1921 film by Rowland V. Lee

The Cup of Life is a 1921 American crime drama film directed by Rowland V. Lee and starring Niles Welch, Madge Bellamy and Hobart Bosworth. A print of The Cup of Life exists.

==Plot==
This is the plot summary from the Exhibitors Herald for October 21, 1921:

"The Cup of Life" is dramatic, swift, picturesque, clean and convincing. It tells a "bang up" yarn in vigorous, forceful incidents snugly strung together on the single taut thread of the plot. It should make much money for many exhibitors.

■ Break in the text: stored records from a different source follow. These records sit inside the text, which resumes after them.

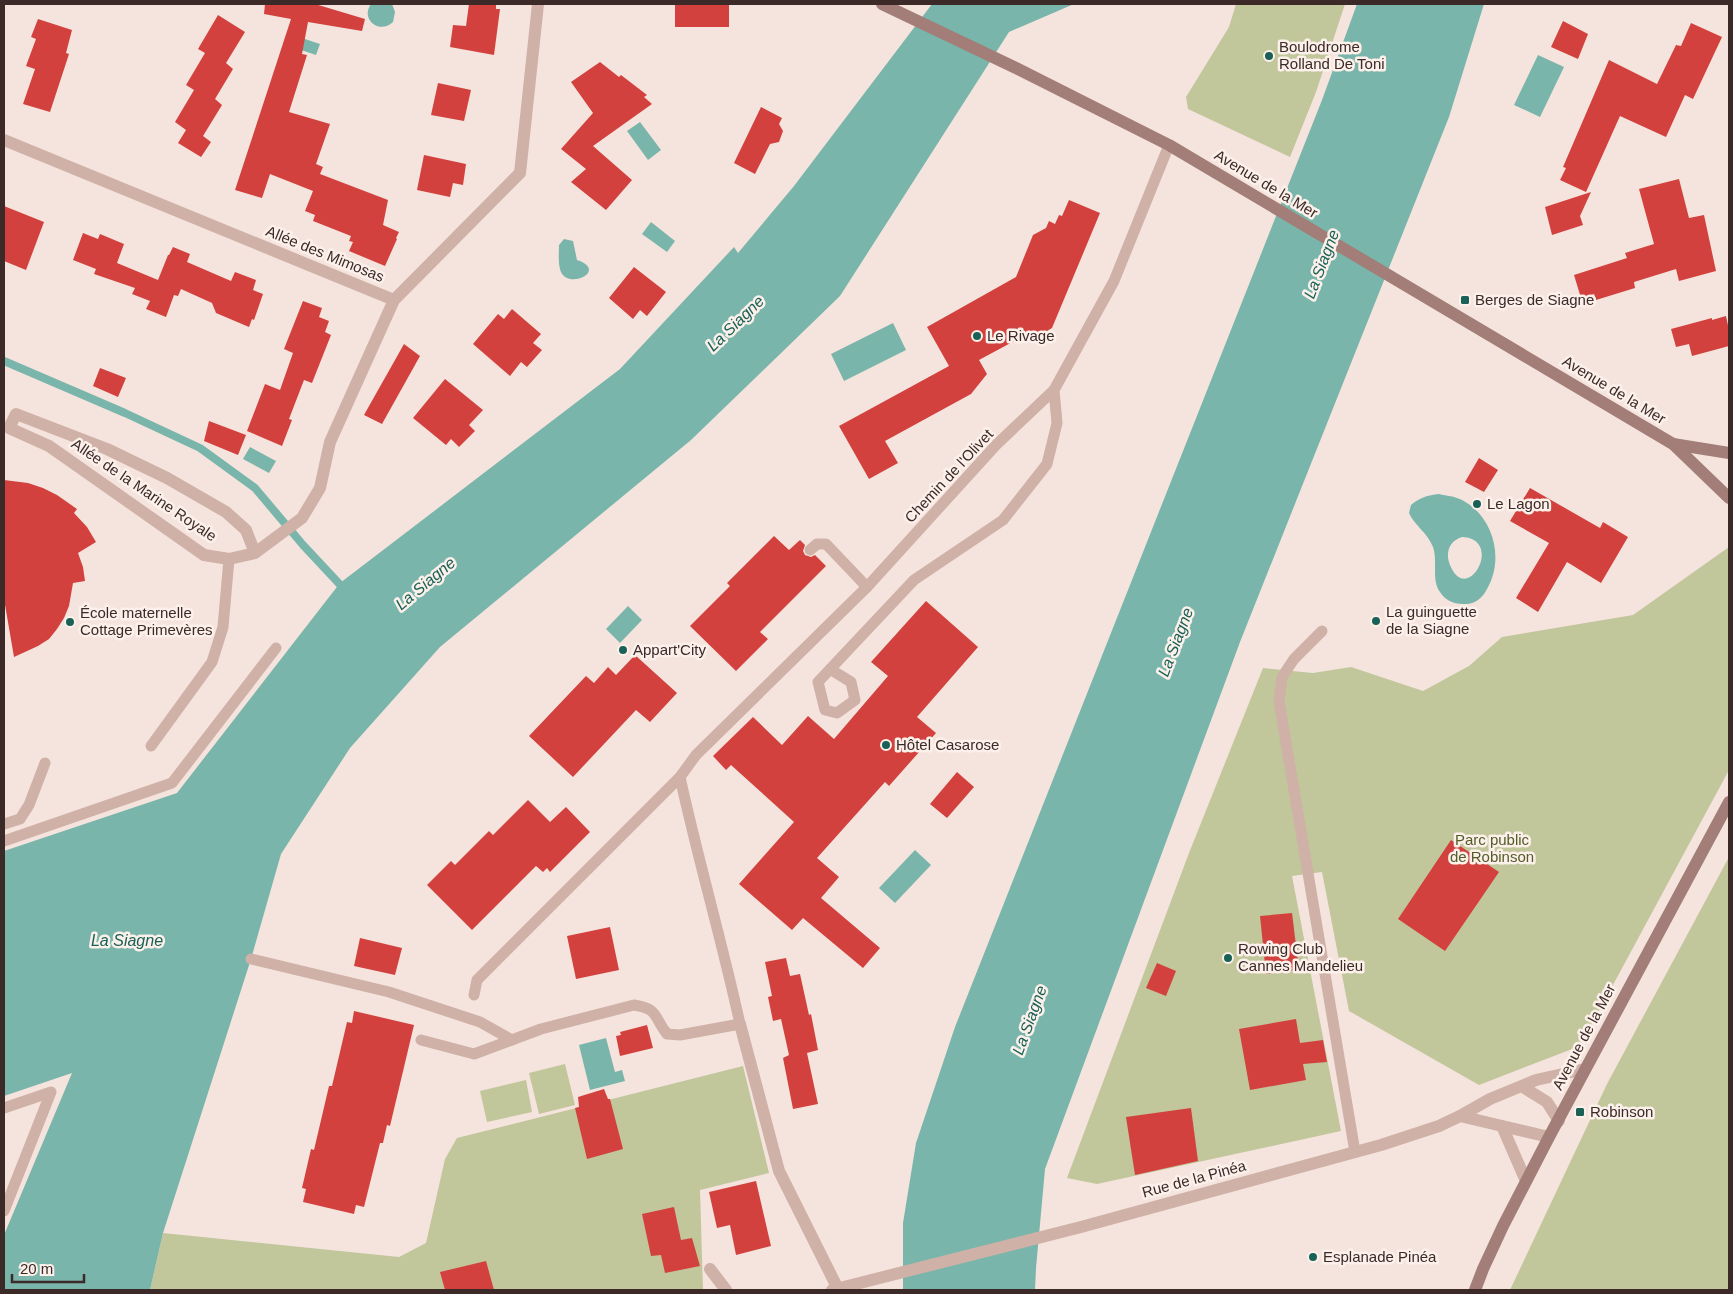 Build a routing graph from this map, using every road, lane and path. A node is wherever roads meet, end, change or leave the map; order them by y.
1 (538, 4) edge
2 (887, 6) edge
3 (4, 140) edge
4 (1168, 146) junction
5 (394, 300) junction
6 (1054, 390) junction
7 (1673, 444) junction
8 (1729, 453) edge
9 (1729, 498) edge
10 (810, 550) dead end
11 (255, 553) junction
12 (229, 558) junction
13 (867, 587) junction
14 (1322, 631) dead end
15 (276, 648) dead end
16 (830, 669) dead end
17 (151, 746) dead end
18 (45, 763) dead end
19 (680, 778) junction
20 (1729, 802) edge
21 (4, 824) edge
22 (4, 841) edge
23 (251, 959) dead end
24 (474, 995) dead end
25 (740, 1024) junction
26 (421, 1040) dead end
27 (512, 1040) junction
28 (1585, 1069) junction
29 (1523, 1086) junction
30 (4, 1108) edge
31 (1460, 1116) junction
32 (1558, 1120) junction
33 (1502, 1126) junction
34 (1549, 1137) junction
35 (1355, 1152) junction
36 (1526, 1181) junction
37 (4, 1212) edge
38 (710, 1269) dead end
39 (726, 1290) edge
40 (835, 1290) edge
41 (1475, 1290) edge

1 - 5 street, Allée des Mimosas
2 - 4 main road, Avenue de la Mer
3 - 5 street, Allée des Mimosas
4 - 6 lane, Chemin de l'Olivet
4 - 7 main road, Avenue de la Mer
5 - 11 street, Allée de la Marine Royale
6 - 13 lane, Chemin de l'Olivet
6 - 16 lane
7 - 8 main road
7 - 9 main road
10 - 13 lane
11 - 12 street, Allée de la Marine Royale
11 - 12 street, Allée de la Marine Royale
12 - 17 lane
13 - 19 lane, Chemin de l'Olivet
14 - 35 lane
15 - 22 lane
18 - 21 lane
19 - 24 lane, Chemin de l'Olivet
19 - 25 lane
20 - 28 main road, Avenue de la Mer
23 - 27 lane
25 - 27 lane
25 - 40 street
26 - 27 lane
28 - 29 street, Rue de la Pinéa
28 - 32 main road, Avenue de la Mer
29 - 31 street, Rue de la Pinéa
29 - 32 street
30 - 37 lane
31 - 33 street
31 - 35 street, Rue de la Pinéa
32 - 34 main road, Avenue de la Mer
33 - 34 street
33 - 36 street
34 - 36 main road, Avenue de la Mer
35 - 40 street, Rue de la Pinéa
36 - 41 main road, Avenue de la Mer
38 - 39 street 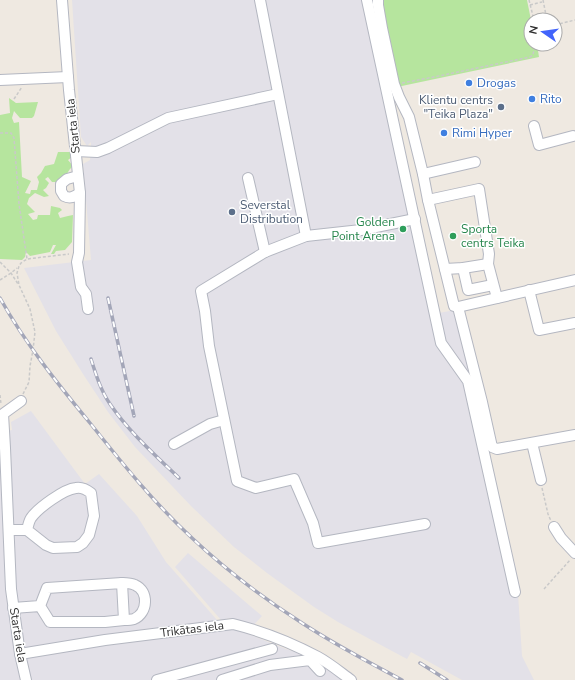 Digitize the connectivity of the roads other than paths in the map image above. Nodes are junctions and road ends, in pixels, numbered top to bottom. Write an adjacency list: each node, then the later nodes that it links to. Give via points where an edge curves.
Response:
1 (62, 0): 6 (street, Starta iela)
2 (260, 0): 8 (street)
3 (366, 0): 5 (street)
4 (378, 0): 5 (street)
5 (378, 29): 13 (street, via 394,84 409,117); 18 (street)
6 (68, 77): 7 (street); 11 (street, Starta iela)
7 (0, 80)
8 (278, 94): 11 (street, via 168,118 97,152); 19 (street)
9 (534, 126): 10 (street, via 539,146)
10 (574, 138)
11 (76, 151): 14 (street, Starta iela)
12 (476, 162): 13 (street)
13 (423, 174): 17 (street)
14 (78, 176): 16 (street, Starta iela); 16 (street, via 61,184 61,191 68,198)
15 (248, 178): 20 (street)
16 (80, 194): 29 (street, Starta iela, via 79,253 76,262)
17 (428, 200): 21 (street, via 479,189 489,254); 23 (street)
18 (415, 219): 19 (street, via 360,230); 45 (street, via 441,343 468,381)
19 (306, 236): 20 (street)
20 (265, 252): 32 (street, via 201,291)
21 (488, 264): 22 (street); 25 (street)
22 (463, 268): 23 (street); 25 (street, via 468,290)
23 (445, 269): 28 (street, via 452,303)
24 (575, 280): 26 (street)
25 (493, 285): 27 (street)
26 (530, 290): 27 (street); 30 (street, via 539,330)
27 (497, 298): 28 (street)
28 (458, 307): 34 (street, via 492,447 497,449)
29 (88, 309)
30 (575, 323)
31 (21, 401): 39 (street, Starta iela, via 3,414)
32 (224, 420): 35 (street, via 210,424); 37 (street, via 238,481 256,488 294,479 313,523 318,543)
33 (575, 435): 34 (street)
34 (532, 443): 36 (street)
35 (174, 444)
36 (541, 480)
37 (425, 524)
38 (554, 527): 41 (street)
39 (9, 530): 40 (street); 44 (street, Starta iela)
40 (27, 530): 40 (street, via 53,548 77,547 89,535 94,516 91,493 77,488 54,498 31,518)
41 (572, 557)
42 (122, 583): 46 (street, via 47,588); 48 (street); 48 (street, via 140,588 145,597 141,614 134,619)
43 (0, 589): 44 (street)
44 (11, 589): 47 (street, Starta iela)
45 (515, 592)
46 (40, 606): 47 (street); 48 (street, via 50,622)
47 (14, 608): 50 (street, Starta iela)
48 (124, 620)
49 (272, 649): 54 (street)
50 (20, 654): 51 (street, Trikātas iela, via 105,640 233,624 293,645); 53 (street, Starta iela)
51 (328, 664): 52 (street); 56 (street, Trikātas iela)
52 (317, 676): 55 (street, via 310,660 270,665)
53 (26, 680)
54 (157, 680)
55 (222, 680)
56 (351, 680)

Hobart Bosworth makes his swashbuckling pearl pirate "a man for a' that." Tully Marshall's wily Chan Chang is ten-tenths Oriental. Madge Bellamy, as his white ward, and Xiles Welch, as the son of the pirate, satisfy plot and audience demands fully. The remainder of the cast is capable but unimportant.

In the story "Bully" Brand, pearl pirate, welcomes his son, who believes him his guardian, at Singapore, when he has completed his schooling. Chan Chang, powerful Oriental and foster father of Pain, a white girl, covets a pearl in Brand's possession which will complete Pain's marriage necklace. Roy, Brand's son. is given the pearl by his father and gives it to Pain, whom he has met secretly and learned to love. Chan identifies it in her possession, believes Brand has betrayed her, and arranges an enforced marriage to which Brand consents to protect his son. of whom he believes the worst. Roy intervenes, not knowing his father's identity, and father and son battle in darkness for the girl's hand and their respective lives.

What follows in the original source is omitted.